The real effects, beyond health issues, of the Coronavirus disease (COVID-19) have surged their way throughout the United States, keeping many from work, isolated in their homes and even separated from loved ones.
But as people hunker down and settle in for social distancing in their homes for an undisclosed amount of time, one of the most perplexing issues on consumers’ and companies’ minds alike is how this led to an unprecedented lack of toilet paper.
In short, as the virus spread from overseas and the threat in the United States became real, American citizens prepared for a potential quarantine by buying consumer packaged goods in bulk, in what some described as a frenzied capacity. Social media quickly became saturated with users posting unbelievable images of consumers’ checking out with amounts of toilet paper and other CPG products that most people had never seen before. Since these products don’t go bad, shoppers inflated their purchasing limit in case the situation in the United States got worse. Supply chains were not prepared for this level of panic buying. Adding to this is the spread in other countries forcing borders to shut down, causing imports to be greatly impacted as well.
"Even if we could source raw materials faster, we can't necessarily exceed the maximum throughput of the country's toilet paper manufacturing capacity," says Ali Hasan R. co-founder and CEO of ThroughPut. "When no more can be done on the production side, we must convince the customer that excessive purchase of toilet paper is statistically unnecessary. We also must assure these customers of what the lead time will be in 99.999% of the time in the case there is a toilet paper outage."
In addition to social shaming other consumers by posting photos of the staggering overflow of products on their carts, word of empty shelves also started to spread. As the bare shelves’ news made its way around, so did the panic. Others flocked to the store to buy essential goods before they ran out, making the problem worse.

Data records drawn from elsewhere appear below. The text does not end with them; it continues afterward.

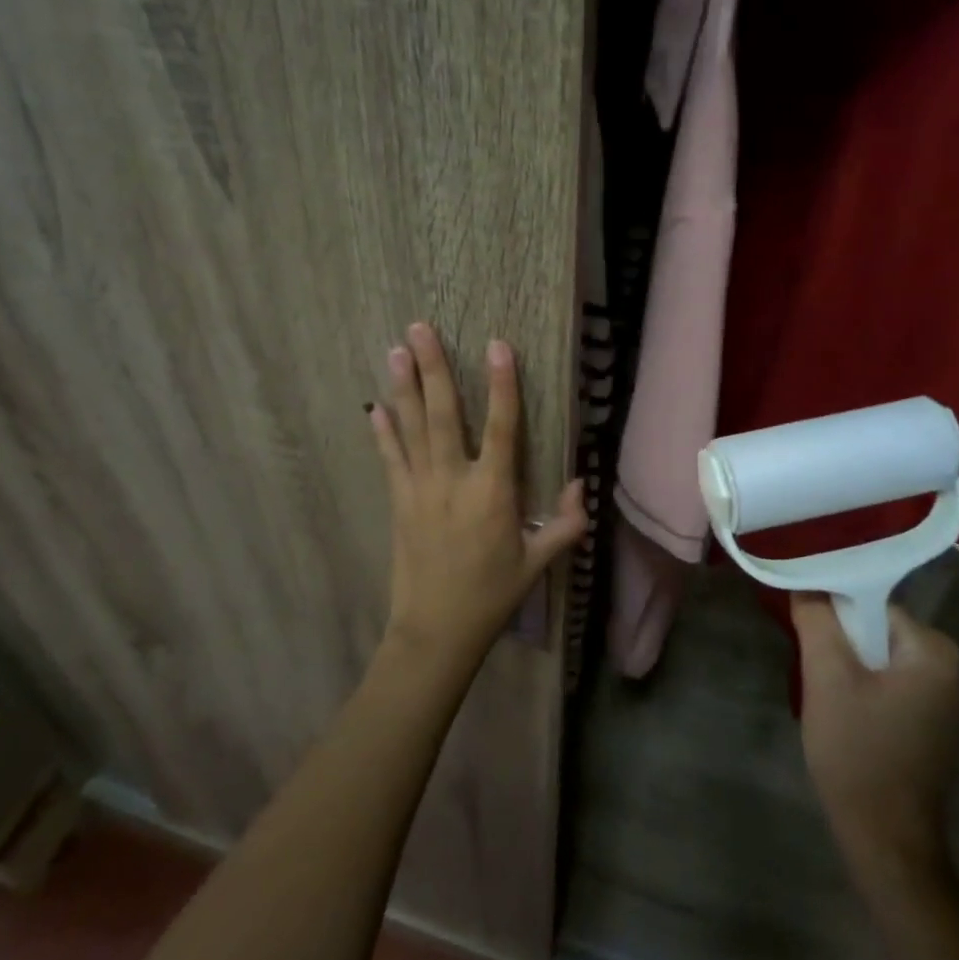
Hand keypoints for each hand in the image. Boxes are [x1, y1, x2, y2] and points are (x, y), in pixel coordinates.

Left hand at [369, 322, 585, 668]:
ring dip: (403, 388)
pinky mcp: (399, 503)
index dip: (501, 385)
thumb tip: (583, 484)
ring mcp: (420, 490)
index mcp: (493, 492)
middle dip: (432, 369)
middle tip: (419, 328)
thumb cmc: (492, 595)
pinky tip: (375, 406)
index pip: (501, 428)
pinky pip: (390, 459)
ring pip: (411, 429)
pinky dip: (383, 432)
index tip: (497, 345)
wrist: (436, 632)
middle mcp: (453, 481)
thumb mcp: (539, 563)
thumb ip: (567, 524)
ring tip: (395, 350)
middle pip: (443, 415)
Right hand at [791, 594, 958, 888]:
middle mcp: (946, 667)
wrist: (885, 841)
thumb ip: (816, 620)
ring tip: (817, 683)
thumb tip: (805, 580)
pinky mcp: (925, 720)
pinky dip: (857, 685)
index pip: (872, 602)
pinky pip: (884, 680)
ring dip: (843, 662)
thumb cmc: (859, 752)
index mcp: (933, 650)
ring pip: (875, 655)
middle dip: (837, 638)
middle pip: (874, 628)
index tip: (801, 621)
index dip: (832, 609)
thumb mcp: (827, 677)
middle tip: (806, 658)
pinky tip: (836, 706)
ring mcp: (938, 696)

“Supply chain professionals are prepared for almost any circumstances and are trained to deal with demand shocks in the market while continuing to accommodate and mitigate supply chain disruption,” Abe Eshkenazi, CEO of the Association for Supply Chain Management. “This includes the artificial demand we’re seeing today in the case of toilet paper and food. The current issue is actually not related to utilization at all, as that hasn’t changed or increased. There are no more mouths to feed or bottoms to wipe than there were last month, this is more a reflection of irrational buying and consumer panic.”
While many other citizens worldwide are sent home from their jobs, those in the supply chain are asked to step up. There has already been a known driver shortage in the trucking sector in the past decade but COVID-19 is pushing the pressure for new hires even further.
Amazon plans to hire 100,000 new employees to help with the strained demand, according to an official blog post from senior vice president of worldwide operation at the e-retailer Dave Clark. KTVT, based out of Fort Worth, discovered that Target has about 9,000 jobs listings active through the United States, while Kroger has 6,800, according to several news reports.
Supply chains have ramped up their CPG manufacturing and shipping. Experts are ensuring that toilet paper will be back on the shelves soon, with higher inventory numbers than usual. Many are also focusing on e-commerce even more so than usual to help consumers and workers avoid social interaction.
Regulations from the Department of Transportation that previously prevented drivers from spending too many hours on the road have been lifted to help with medical product delivery.
The bull whipMedical and other at-home essentials are what retailers and supply chain companies are thinking of first and foremost. So, while these products will return shortly, the rest of the retail world will rapidly change. With little resources, the supply chain will have to turn their attention away from other non-essential items to mitigate the shortages.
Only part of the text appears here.